While the author does give good insights onto women's issues, her use of fairy tales to do so is weak at best. She changes them to suit her own interpretation, often - and quite worrisomely, given the message she claims to want to give - placing more blame on the woman than the original fairy tale did. Compare, for instance, the original "Handless Maiden" and Marie Louise von Franz's interpretation of it, to Pinkola Estes' modified version.I had a very hard time taking the "interpretation" of modified fairy tales seriously, and wish that Pinkola Estes had given more weight to her own individual thoughts, rather than trying to validate them through fairy tales that often say something quite different from what she tries to say.
A book that I have returned to many times over the last decade or more, Estes analyses of women in folklore and mythology resonate with me deeply. Women Who Run with the Wolves is a book that can be read over and over, and some new insight - about oneself or our relationship with our environment - will be gained. A beautiful marriage of psychology and feminist spirituality, this is one of my most cherished reads.
Very enjoyable use of myth and legend to explore elements of the female psyche. Some aspects were a bit overdone and I found the explanations to be a bit lengthy for my taste, but overall it was an interesting and very well written book. I would certainly recommend it to anyone who likes the use of myths, stories or fairy tales in gaining greater understanding.
A very special book for our bookclub 'The Wolves' named after this our first book. It took us a year to read it - sometimes we only got through one story a month. Thanks to the amazing expertise and life experience of women in the group, especially leader of the pack and Wolf mother, Shirley Trippe, we extracted so much inspiration and discussion from the Jungian themes and rich stories. Wolves, both book and book club made a major contribution to my literary and spiritual growth.The Wolf Rules for Life1 Eat2 Rest3 Rove in between4 Render loyalty5 Love the children6 Cavil in moonlight7 Tune your ears8 Attend to the bones9 Make love10 Howl often
An amazingly insightful and inspiring book, making you look at both fairy tales and women across society in a new and uplifting manner.
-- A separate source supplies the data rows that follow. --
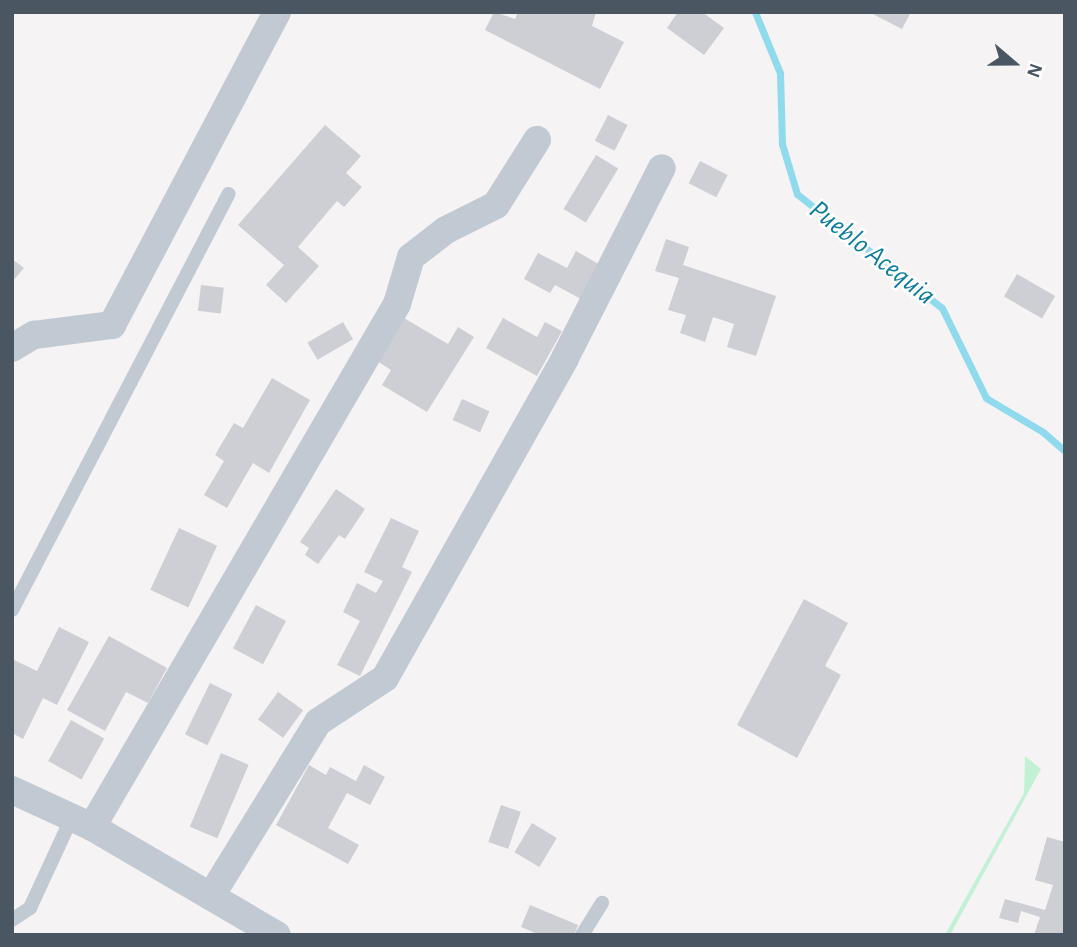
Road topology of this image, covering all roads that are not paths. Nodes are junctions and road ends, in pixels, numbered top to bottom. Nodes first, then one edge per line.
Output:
1 (277, 12) edge
2 (537, 140) dead end
3 (662, 168) dead end
4 (229, 194) dead end
5 (12, 348) edge
6 (12, 610) edge
7 (12, 789) edge
8 (82, 822) junction
9 (211, 896) junction
10 (602, 903) dead end
11 (12, 920) edge
12 (277, 935) edge
13 (582, 935) edge

1 - 5 street
2 - 8 street
3 - 9 street
4 - 6 lane
7 - 8 street
8 - 9 street
8 - 11 lane
9 - 12 street
10 - 13 lane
It's a great book for discussion and to understand things about your life and relationship with the natural and wild world. Worth many rereadings!
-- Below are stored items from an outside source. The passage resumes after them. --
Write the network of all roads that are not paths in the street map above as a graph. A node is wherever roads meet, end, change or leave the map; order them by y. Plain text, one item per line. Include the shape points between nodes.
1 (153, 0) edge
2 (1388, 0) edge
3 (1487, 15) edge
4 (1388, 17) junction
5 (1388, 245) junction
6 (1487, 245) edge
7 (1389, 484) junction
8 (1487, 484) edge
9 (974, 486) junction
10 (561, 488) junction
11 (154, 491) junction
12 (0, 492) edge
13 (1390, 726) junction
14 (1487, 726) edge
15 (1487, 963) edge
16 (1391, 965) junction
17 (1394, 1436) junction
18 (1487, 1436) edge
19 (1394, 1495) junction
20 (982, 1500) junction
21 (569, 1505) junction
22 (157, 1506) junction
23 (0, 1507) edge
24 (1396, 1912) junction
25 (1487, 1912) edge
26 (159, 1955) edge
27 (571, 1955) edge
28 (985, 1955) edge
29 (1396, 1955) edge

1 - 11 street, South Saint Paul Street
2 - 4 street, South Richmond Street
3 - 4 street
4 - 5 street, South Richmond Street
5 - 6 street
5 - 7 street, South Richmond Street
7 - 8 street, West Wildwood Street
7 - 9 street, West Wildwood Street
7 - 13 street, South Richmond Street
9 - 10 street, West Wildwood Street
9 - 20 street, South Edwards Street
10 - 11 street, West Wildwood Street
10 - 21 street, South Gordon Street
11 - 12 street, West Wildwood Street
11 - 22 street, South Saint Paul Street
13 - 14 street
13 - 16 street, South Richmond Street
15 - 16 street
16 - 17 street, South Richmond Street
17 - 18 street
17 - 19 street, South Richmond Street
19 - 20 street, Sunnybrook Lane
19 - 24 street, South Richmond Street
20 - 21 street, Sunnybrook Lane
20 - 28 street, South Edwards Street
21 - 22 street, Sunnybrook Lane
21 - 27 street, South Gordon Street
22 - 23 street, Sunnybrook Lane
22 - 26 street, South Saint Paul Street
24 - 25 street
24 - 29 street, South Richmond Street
This is not your average self-help book. Estes relys on old stories from her heritege as well as practical advice from her practice as a Jungian analyst to provide women with a self-help book like no other. The legends she disperses throughout the chapters tie in neatly with the topic of each chapter. And chapters can be read as single units.
This book was recommended to me by a fellow therapist after a discussion about the positive impact of stories on the psyche. Estes uses mythology from around the world to explore the universal struggles experienced by women. A great self help book without being preachy. Not light reading.
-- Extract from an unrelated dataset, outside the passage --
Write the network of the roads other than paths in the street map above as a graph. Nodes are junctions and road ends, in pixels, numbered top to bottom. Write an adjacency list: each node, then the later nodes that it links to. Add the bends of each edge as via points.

This is really fascinating. It ties in women's psychology with story telling traditions in a really effective way.
Finding this book was the purest accident. I started reading the introduction while in the bookstore and started crying, right there in public. This is officially my favorite book. I simply had to have it in hardcover - I half-destroyed my paperback before I even finished it.
An excellent book. A bit long and slow at times, but very interesting and informative. I read it when I was studying spirituality in the USA. It has an important place in understanding the jigsaw which makes up human spirituality.
For anyone wanting a better understanding of the female psyche this is a must read whether they are male or female. This is actually my third copy of this book my first was so worn the pages were no longer readable. You develop a deeper understanding every time you pick it up. As an audio book it is a convenient way to continue getting things done when you don't have a free hand. I definitely recommend this and other books by Estes. It is a valuable learning tool and can have a great impact on the lives of many women.